Pixar’s upcoming original movie Hoppers looks set to revitalize the studio’s original slate when it hits theaters in just over a month, on March 6.

With a domestic opening weekend projected to reach $40 to $50 million, Hoppers could be a test of whether Pixar can regain its once-great box office momentum with new stories rather than relying on sequels. In recent years, the studio’s franchise films have massively outperformed its original projects, making Hoppers’ promising early numbers especially significant. By comparison, that would double the studio’s last original, Elio, which opened with a historically bad $20.8 million.

A successful run for the film could signal renewed audience interest in fresh Pixar concepts and help boost Disney’s confidence in the studio’s future original releases.

Pixar’s recent original films have tended to open far lower and underperform in the long term compared with its sequels, reflecting a broader challenge facing original studio animated features.

Elemental, the studio’s most successful original in years, opened with $30 million in its first weekend. If Hoppers opens at the low end of current estimates, it would significantly overshadow that figure. A $40 million opening would put it on par with Pixar’s last pre-pandemic release, Onward ($39 million), and if it reaches the higher estimate, it could match Coco ($50.8 million). To find an original Pixar release that opened significantly higher than current estimates, you would have to go all the way back to 2012, when Brave debuted at $66.43 million.
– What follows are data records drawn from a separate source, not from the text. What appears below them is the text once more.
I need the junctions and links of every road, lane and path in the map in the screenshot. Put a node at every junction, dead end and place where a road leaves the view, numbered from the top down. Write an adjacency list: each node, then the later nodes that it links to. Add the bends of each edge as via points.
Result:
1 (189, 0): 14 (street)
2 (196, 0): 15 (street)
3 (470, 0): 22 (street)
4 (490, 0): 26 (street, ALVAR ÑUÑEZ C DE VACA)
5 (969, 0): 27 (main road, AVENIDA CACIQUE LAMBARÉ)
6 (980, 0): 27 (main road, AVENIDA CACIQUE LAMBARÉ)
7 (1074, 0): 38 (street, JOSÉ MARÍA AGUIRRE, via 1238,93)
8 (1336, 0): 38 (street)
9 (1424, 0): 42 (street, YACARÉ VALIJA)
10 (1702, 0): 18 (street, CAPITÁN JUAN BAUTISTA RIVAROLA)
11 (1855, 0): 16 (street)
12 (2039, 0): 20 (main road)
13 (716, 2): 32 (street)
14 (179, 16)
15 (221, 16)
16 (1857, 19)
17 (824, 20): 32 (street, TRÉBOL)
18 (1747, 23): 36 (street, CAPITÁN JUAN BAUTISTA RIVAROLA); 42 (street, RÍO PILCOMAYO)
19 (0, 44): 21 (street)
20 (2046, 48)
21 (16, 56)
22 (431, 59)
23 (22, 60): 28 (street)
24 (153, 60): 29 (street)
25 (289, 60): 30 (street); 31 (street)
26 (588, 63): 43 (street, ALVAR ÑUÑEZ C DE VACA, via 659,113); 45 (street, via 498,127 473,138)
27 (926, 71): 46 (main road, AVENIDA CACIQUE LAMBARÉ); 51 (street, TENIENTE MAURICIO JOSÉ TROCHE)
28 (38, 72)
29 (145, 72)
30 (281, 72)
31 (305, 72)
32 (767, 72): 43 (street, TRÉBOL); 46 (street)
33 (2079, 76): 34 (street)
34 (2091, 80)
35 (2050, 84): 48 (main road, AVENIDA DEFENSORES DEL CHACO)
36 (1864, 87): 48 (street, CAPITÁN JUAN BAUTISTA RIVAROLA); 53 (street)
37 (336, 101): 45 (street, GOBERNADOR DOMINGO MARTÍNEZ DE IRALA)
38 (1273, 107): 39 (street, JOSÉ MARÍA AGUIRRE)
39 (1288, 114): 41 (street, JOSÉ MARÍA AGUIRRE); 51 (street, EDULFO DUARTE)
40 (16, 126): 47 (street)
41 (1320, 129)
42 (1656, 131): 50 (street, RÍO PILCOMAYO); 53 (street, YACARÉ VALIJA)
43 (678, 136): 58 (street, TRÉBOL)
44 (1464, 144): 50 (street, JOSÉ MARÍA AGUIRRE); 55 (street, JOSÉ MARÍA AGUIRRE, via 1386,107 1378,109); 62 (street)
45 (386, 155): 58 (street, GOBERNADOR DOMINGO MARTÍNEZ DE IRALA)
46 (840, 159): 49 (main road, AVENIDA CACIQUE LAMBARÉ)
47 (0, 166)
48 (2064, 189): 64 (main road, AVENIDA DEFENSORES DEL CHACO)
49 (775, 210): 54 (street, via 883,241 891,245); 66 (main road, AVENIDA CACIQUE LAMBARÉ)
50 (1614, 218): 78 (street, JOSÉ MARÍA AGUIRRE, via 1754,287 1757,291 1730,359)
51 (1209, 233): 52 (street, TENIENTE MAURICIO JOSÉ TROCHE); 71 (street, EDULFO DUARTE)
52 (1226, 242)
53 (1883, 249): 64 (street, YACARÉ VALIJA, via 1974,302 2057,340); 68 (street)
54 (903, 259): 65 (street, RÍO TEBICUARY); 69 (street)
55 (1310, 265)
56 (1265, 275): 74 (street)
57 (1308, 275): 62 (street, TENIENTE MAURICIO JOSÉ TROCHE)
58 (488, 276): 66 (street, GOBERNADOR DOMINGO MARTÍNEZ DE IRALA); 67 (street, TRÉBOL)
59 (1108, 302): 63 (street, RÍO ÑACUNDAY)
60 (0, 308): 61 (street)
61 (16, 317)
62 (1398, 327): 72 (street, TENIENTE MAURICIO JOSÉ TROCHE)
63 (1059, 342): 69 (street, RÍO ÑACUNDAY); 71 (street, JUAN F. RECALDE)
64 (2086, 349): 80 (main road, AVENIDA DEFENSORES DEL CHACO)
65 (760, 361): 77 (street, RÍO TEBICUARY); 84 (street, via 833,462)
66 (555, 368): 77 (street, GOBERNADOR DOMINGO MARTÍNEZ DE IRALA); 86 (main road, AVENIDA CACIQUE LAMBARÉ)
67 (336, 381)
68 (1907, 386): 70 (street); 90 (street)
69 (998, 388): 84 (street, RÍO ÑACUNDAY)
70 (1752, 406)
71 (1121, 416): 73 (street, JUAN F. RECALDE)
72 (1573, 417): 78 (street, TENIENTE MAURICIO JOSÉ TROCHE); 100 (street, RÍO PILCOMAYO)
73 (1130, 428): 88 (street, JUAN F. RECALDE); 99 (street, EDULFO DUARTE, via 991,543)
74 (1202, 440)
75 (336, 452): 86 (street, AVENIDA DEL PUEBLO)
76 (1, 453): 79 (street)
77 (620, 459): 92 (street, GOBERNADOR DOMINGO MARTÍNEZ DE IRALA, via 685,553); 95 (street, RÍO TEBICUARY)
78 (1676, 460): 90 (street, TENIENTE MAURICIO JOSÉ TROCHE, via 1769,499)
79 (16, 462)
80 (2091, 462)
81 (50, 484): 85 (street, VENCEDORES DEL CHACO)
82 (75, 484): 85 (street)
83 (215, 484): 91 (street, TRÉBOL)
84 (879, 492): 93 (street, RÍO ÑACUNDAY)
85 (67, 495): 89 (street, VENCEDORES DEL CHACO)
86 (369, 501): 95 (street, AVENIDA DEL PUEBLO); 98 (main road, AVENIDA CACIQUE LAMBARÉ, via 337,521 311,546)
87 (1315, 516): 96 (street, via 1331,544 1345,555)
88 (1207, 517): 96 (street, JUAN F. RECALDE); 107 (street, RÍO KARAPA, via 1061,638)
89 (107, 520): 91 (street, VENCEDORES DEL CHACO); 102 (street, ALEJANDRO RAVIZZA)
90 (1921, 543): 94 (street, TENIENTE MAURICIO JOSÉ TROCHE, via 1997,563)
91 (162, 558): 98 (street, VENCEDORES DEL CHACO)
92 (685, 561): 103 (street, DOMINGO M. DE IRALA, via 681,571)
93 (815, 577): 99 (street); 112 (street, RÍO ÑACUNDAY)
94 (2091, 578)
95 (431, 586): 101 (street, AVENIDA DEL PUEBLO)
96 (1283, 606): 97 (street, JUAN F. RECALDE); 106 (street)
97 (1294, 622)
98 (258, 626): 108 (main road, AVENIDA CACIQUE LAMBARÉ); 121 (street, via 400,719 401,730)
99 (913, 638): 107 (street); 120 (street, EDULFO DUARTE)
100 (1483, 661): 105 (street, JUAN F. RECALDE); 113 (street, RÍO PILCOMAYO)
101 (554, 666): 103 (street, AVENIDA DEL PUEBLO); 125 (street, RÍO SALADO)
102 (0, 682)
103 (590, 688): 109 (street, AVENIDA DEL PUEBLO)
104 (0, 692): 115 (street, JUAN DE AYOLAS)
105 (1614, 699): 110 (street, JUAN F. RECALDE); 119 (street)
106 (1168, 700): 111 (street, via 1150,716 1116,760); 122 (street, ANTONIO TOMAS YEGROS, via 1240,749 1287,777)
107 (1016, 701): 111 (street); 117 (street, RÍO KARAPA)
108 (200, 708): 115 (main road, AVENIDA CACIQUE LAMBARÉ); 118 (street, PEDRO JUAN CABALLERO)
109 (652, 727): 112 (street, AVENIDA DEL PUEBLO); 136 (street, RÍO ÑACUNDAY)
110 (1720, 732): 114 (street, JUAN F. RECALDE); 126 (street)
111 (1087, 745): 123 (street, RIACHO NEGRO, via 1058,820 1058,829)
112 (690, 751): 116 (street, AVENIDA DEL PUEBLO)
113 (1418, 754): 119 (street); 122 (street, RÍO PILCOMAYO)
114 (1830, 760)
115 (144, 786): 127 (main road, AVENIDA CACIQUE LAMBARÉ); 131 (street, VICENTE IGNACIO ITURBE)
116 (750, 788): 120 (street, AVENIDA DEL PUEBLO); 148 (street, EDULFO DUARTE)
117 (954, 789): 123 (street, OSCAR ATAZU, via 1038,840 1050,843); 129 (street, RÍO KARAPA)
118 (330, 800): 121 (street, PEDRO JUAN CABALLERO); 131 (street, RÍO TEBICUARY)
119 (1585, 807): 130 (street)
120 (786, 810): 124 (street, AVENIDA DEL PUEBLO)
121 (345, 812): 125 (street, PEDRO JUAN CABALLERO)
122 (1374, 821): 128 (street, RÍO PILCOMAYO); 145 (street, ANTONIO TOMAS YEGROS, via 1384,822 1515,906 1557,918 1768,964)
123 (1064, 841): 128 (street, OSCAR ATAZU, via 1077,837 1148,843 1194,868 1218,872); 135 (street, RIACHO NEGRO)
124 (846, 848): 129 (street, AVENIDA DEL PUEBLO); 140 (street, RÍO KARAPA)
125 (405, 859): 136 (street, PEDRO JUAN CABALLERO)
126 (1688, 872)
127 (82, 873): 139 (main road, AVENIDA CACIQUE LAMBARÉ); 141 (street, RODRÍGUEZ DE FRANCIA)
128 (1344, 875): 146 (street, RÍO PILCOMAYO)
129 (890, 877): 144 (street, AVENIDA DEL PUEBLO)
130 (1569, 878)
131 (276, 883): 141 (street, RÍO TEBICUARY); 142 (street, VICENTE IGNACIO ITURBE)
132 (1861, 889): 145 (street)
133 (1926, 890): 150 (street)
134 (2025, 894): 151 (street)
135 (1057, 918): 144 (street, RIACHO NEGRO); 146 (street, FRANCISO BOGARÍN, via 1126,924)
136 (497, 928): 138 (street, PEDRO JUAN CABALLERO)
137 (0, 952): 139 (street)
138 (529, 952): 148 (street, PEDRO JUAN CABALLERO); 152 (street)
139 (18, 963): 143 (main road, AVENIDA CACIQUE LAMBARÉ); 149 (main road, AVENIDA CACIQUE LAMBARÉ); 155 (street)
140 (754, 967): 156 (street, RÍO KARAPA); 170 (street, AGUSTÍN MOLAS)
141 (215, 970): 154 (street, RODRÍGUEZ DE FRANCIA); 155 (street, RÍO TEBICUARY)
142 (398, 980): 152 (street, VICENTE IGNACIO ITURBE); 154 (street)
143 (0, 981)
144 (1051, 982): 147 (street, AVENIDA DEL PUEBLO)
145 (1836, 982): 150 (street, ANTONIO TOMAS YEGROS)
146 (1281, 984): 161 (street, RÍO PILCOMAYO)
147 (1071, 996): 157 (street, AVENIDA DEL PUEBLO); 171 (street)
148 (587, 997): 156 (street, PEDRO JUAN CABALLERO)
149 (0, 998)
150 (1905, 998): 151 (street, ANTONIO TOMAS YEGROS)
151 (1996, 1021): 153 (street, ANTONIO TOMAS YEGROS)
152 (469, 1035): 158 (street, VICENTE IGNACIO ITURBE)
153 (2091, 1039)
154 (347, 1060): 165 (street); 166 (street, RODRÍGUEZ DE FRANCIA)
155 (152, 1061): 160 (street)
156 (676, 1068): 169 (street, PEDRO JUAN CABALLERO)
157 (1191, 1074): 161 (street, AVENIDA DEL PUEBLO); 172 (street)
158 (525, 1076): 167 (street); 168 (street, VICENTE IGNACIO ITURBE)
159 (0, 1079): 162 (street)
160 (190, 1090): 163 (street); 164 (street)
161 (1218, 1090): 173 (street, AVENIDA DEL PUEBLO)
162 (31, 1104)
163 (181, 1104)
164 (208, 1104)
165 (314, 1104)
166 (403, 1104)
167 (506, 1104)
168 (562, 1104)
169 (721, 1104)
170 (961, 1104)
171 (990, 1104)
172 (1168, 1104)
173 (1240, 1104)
If Hoppers has any kind of legs, it could become the studio’s most successful original film in almost a decade, since Coco finished its domestic run at $210.5 million and $796 million globally.

Perhaps a key advantage is that Hoppers will be released in a corridor not previously explored by Pixar, which has traditionally favored summer slots for its films. This shift in release window could give the movie more room to build momentum through positive word of mouth before bigger spring and summer releases arrive.

The stakes are high because Pixar built its reputation on innovative, standalone storytelling, yet audience habits and competition have shifted in recent years. Hoppers blends Pixar’s somewhat original storytelling approach (“This is like Avatar,” the film’s first trailer joked) with a lo-fi sci-fi concept designed to appeal to family audiences, and industry observers will be watching closely to see whether it can help reestablish the studio as the box office powerhouse it once was, or whether Disney may demand another half-dozen Toy Story films from its subsidiary.